### Dataset entries

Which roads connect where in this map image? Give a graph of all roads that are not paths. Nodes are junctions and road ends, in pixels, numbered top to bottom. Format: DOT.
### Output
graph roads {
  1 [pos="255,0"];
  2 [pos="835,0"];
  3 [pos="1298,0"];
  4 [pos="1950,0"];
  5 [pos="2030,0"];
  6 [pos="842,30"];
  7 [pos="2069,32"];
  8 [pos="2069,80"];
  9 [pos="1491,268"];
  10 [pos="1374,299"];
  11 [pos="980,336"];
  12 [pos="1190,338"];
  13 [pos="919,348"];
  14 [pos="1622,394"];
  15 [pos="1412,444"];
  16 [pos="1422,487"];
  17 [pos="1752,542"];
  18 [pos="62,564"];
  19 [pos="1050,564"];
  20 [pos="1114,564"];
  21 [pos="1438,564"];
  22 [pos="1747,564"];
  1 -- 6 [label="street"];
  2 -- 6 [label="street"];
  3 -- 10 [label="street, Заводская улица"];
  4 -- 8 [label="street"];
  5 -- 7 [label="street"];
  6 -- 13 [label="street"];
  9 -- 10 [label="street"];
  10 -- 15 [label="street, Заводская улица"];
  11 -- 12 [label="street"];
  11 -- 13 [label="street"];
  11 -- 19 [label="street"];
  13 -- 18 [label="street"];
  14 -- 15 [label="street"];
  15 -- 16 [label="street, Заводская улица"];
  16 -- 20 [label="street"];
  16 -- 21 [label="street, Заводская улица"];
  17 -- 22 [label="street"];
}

######

Your instructions: Could you return the complete set of entries exactly?

Answer section:
Which roads connect where in this map image? Give a graph of all roads that are not paths. Nodes are junctions and road ends, in pixels, numbered top to bottom. Format: DOT.
### Output
graph roads {
  1 [pos="255,0"];
  2 [pos="835,0"];
  3 [pos="1298,0"];
  4 [pos="1950,0"];
  5 [pos="2030,0"];
  6 [pos="842,30"];
  7 [pos="2069,32"];
  8 [pos="2069,80"];
  9 [pos="1491,268"];
  10 [pos="1374,299"];
  11 [pos="980,336"];
  12 [pos="1190,338"];
  13 [pos="919,348"];
  14 [pos="1622,394"];
  15 [pos="1412,444"];
  16 [pos="1422,487"];
  17 [pos="1752,542"];
  18 [pos="62,564"];
  19 [pos="1050,564"];
  20 [pos="1114,564"];
  21 [pos="1438,564"];
  22 [pos="1747,564"];
  1 -- 6 [label="street"];
  2 -- 6 [label="street"];
  3 -- 10 [label="street, Заводская улица"];
  4 -- 8 [label="street"];
  5 -- 7 [label="street"];
  6 -- 13 [label="street"];
  9 -- 10 [label="street"];
  10 -- 15 [label="street, Заводская улица"];
  11 -- 12 [label="street"];
  11 -- 13 [label="street"];
  11 -- 19 [label="street"];
  13 -- 18 [label="street"];
  14 -- 15 [label="street"];
  15 -- 16 [label="street, Заводская улица"];
  16 -- 20 [label="street"];
  16 -- 21 [label="street, Заводская улица"];
  17 -- 22 [label="street"];
}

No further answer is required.